El más evidente es el vínculo trasatántico. Turquía forma parte de la OTAN desde 1952. Durante la Guerra Fría, el territorio turco fue barrera de contención frente a la Unión Soviética en el flanco sur. La península de Anatolia cuenta con varias bases aliadas, en particular la terrestre de Izmir, y la área de Incirlik, clave para las intervenciones militares de Estados Unidos en la región desde el 11 de Septiembre.

Es un buen pacto para todos. Washington se beneficia de esa plataforma en una región clave para los recursos energéticos mundiales –y ahora para la lucha contra el terrorismo islamista–; y Ankara obtiene como contrapartida un seguro frente a rivales incómodos, en especial frente a la permanente amenaza kurda de crear su propio Estado con un buen pellizco del turco.

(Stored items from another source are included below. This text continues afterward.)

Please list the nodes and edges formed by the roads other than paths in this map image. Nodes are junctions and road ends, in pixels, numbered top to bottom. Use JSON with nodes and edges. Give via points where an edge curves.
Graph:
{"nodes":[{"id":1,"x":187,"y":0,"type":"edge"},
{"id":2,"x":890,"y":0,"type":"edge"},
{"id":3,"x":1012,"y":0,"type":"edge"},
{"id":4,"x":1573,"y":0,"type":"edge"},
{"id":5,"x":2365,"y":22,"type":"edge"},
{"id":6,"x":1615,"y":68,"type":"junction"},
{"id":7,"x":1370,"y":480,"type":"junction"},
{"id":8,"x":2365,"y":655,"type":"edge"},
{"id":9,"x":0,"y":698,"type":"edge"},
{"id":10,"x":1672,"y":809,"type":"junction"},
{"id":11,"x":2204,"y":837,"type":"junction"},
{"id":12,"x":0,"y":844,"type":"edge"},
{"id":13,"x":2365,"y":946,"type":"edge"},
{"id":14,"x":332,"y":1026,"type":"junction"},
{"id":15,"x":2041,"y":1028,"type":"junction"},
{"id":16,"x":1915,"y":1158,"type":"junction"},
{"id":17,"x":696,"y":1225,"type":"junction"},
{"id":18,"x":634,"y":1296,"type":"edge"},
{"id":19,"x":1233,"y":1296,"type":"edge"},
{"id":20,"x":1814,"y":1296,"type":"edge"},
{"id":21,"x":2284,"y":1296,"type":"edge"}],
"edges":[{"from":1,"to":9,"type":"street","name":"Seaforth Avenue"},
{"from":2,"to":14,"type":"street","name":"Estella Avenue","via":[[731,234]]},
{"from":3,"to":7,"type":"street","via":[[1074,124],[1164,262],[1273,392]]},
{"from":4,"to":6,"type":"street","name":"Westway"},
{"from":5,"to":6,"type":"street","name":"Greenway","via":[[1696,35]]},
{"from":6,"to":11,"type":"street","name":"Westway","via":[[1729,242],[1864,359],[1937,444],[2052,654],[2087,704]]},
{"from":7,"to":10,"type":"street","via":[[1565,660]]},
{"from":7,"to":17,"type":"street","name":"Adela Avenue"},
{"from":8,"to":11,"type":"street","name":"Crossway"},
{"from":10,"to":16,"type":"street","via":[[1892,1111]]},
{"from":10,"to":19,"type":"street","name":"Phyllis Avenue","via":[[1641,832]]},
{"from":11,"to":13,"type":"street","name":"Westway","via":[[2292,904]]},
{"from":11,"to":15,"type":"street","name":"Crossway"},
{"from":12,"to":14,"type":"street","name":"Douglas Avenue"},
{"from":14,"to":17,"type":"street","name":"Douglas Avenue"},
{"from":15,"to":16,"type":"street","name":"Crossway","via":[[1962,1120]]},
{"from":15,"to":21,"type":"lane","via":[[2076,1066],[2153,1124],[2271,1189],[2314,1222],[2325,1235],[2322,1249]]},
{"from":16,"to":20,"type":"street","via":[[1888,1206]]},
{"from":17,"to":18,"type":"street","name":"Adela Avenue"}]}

Turquía representa, además, para los países europeos un formidable mercado de casi 80 millones, y una economía con un alto ritmo de crecimiento hasta fechas muy recientes. Todos quieren hacer negocios en Anatolia, en particular los británicos, principales valedores de la candidatura turca a la Unión Europea (al menos hasta que votaron marcharse).

Francia tiene razones internas de peso para mostrarse como la más escéptica y combativa hacia el régimen de Ankara, sin llevar su hostilidad demasiado lejos. Alemania en cambio opta por el equilibrio, también por consideraciones internas. La fortísima presencia de trabajadores turcos (los 2,6 millones de «gastarbeiter») convierte a Alemania en un microclima de las tensiones que desgarran Turquía, por la rivalidad entre islamistas, laicos y la perseguida minoría kurda. Los primeros trabajadores turcos no cualificados llegaron al país en los años 60, y no aprendieron el alemán ni se integraron; sus hijos aprendieron el idioma, pero están lejos de sentirse identificados con Alemania.

Está por último el pacto sobre los refugiados. Europa pretende salvarlo porque –aunque el intercambio acordado vaya lento– al menos se ha reducido notablemente el flujo de refugiados sirios procedente de Turquía. Ankara es consciente de ese nuevo punto débil de los europeos, y amenaza con romper el pacto cada vez que uno de sus dirigentes se extralimita en las críticas. Turquía no admite que ningún aliado se exalte, porque ese es el atributo de su líder, Erdogan, el hombre de cabeza fría y de boca caliente.